L’élection du Président de l’UMP, le jour du congrès du FN où Marion Maréchal-Le Pen a été la mieux élue au Comité Central du parti, et quelques semaines après l’élection du Président de l’UDI redonne au paysage de la « droite » française une image conforme aux analyses de René Rémond : la trilogie des Orléanistes, des Bonapartistes et des Légitimistes reprend du service. La fusion des centristes de l’UDF et des gaullistes du RPR qui l’avait mise au rancart s’estompe. Les centristes sont triplement au retour. D’une part, Jean-Christophe Lagarde sera un partenaire exigeant voire un concurrent pugnace à la tête de l’UDI. D’autre part, le score de Bruno Lemaire au sein de l’UMP montre que les idées centristes et le refus du culte du chef ont leur place à l’UMP. Enfin, il est clair qu’Alain Juppé prônant avec le soutien de Bayrou une ligne modérée et une union avec le centre montre son ancrage orléaniste, rigoureux en économie, mais volontiers progressiste dans le domaine sociétal. En élisant Nicolas Sarkozy, l’UMP retrouve le bonapartisme, l’adhésion à un chef plein d’énergie dont la personne compte plus que les idées mouvantes. C’était la marque du RPR, le parti chiraquien et non pas gaulliste. Le résultat honorable mais médiocre de Mariton marginalise le courant conservateur de l’UMP. Celui-ci n’a jamais été que toléré, et condamné aux sièges éjectables ou aux micros coupés. Le problème va donc se poser aux légitimistes de l’UMP, soit par souverainisme, soit par attachement aux valeurs chrétiennes, de savoir ce qu’ils font dans un parti où ils n’ont aucune chance d’être écoutés. L’élection de la petite-fille de Jean-Marie Le Pen devant les caciques du parti peut bien-sûr tenir à son appartenance familiale, mais il ne faut pas négliger qu’elle représente assez bien la ligne légitimiste, patriote et conservatrice, attachée à l’identité d’une France catholique, celle qui est orpheline depuis la quasi-retraite de Philippe de Villiers. On verrait assez trois candidats à l’élection présidentielle incarner ces trois familles. Mais le brouillage idéologique va compliquer les choses.
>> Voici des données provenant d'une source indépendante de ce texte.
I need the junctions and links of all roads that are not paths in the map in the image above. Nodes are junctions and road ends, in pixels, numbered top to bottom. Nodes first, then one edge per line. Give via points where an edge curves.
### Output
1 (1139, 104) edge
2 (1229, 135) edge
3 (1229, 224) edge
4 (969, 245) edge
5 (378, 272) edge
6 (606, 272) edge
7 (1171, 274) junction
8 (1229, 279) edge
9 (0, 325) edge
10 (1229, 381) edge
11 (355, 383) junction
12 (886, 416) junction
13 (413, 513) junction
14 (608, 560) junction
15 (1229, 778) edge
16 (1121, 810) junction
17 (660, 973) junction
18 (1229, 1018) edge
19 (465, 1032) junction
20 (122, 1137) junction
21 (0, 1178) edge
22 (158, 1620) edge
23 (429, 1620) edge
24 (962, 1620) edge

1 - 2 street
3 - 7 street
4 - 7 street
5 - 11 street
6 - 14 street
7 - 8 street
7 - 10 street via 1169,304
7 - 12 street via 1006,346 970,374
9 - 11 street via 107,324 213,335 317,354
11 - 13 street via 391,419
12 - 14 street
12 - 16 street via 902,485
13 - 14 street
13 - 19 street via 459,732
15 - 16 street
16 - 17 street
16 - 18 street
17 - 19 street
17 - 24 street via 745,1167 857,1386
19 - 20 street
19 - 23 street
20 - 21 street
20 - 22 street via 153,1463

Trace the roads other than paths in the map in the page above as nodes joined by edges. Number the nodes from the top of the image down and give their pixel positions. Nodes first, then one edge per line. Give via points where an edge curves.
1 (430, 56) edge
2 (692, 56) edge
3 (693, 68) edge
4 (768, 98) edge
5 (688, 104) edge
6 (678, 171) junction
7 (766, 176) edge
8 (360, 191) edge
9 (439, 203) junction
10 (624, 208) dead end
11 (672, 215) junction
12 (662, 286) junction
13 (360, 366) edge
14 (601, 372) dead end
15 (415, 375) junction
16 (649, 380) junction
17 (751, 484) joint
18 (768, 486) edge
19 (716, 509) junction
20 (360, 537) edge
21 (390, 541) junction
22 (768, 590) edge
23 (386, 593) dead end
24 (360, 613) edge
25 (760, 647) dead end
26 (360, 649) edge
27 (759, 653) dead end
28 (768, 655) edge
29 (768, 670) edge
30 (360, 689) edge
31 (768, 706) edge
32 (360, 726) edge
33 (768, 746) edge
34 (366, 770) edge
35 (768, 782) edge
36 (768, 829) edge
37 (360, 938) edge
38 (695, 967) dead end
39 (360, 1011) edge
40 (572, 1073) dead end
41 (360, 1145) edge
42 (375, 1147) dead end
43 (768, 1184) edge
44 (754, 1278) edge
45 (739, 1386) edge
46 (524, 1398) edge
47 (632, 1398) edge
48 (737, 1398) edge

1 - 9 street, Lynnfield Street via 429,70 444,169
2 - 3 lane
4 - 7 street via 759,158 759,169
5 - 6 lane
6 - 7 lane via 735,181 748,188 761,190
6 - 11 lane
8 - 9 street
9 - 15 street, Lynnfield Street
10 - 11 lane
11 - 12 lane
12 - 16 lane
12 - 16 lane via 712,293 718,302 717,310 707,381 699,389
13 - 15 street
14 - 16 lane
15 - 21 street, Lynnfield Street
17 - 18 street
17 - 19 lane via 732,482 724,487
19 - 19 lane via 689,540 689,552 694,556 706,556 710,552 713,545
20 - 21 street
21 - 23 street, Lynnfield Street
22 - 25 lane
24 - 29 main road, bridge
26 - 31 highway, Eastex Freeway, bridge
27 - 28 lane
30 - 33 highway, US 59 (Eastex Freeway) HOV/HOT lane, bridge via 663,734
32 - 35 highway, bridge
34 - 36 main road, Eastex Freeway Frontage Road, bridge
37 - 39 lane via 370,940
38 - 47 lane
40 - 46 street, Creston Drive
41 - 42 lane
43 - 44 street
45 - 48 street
Deux mouvements concentriques favorisent la confusion. D’un côté, les électeurs votent « utile », c’est-à-dire préfèrent souvent le moins éloigné qui va gagner au plus proche qui va perdre. L’élection uninominale amplifie ce processus. L’arrivée de la proportionnelle le réduirait. D’autre part, les candidats ratissent le plus largement possible. C’est ainsi que les trois familles se réclament partiellement du gaullisme. C’est le cas de Juppé, par sa filiation personnelle, son style sobre, son sens de l’Etat. Mais, si l’on passe de la forme au contenu, on aurait du mal à trouver dans ses conceptions sur l’Europe, la famille ou l’immigration quelques traces d’un gaullisme qui à l’évidence est inséparable de l’indépendance et de l’identité de la France. Sarkozy résume le gaullisme au pragmatisme c’est-à-dire à la réussite et à l’efficacité. Ce bonapartisme qui draine évidemment les ambitieux n’a connu ni d’Austerlitz, ni de Waterloo, mais sa fascination atlantique, son européisme, et l’adaptation permanente des idées aux chances du succès et non à l’intérêt du pays n’ont absolument rien de commun avec le gaullisme. Reste le Front National que l’histoire a opposé au gaullisme à plus d’un titre. Paradoxalement, la revendication de l’héritage gaulliste par Florian Philippot n’est pas illégitime. Souverainiste, attaché à l’indépendance nationale, mais aussi au rôle de l’Etat, ouvert sur les questions sociétales, il incarnerait ce qu’on appelait le gaullisme de gauche : un comble !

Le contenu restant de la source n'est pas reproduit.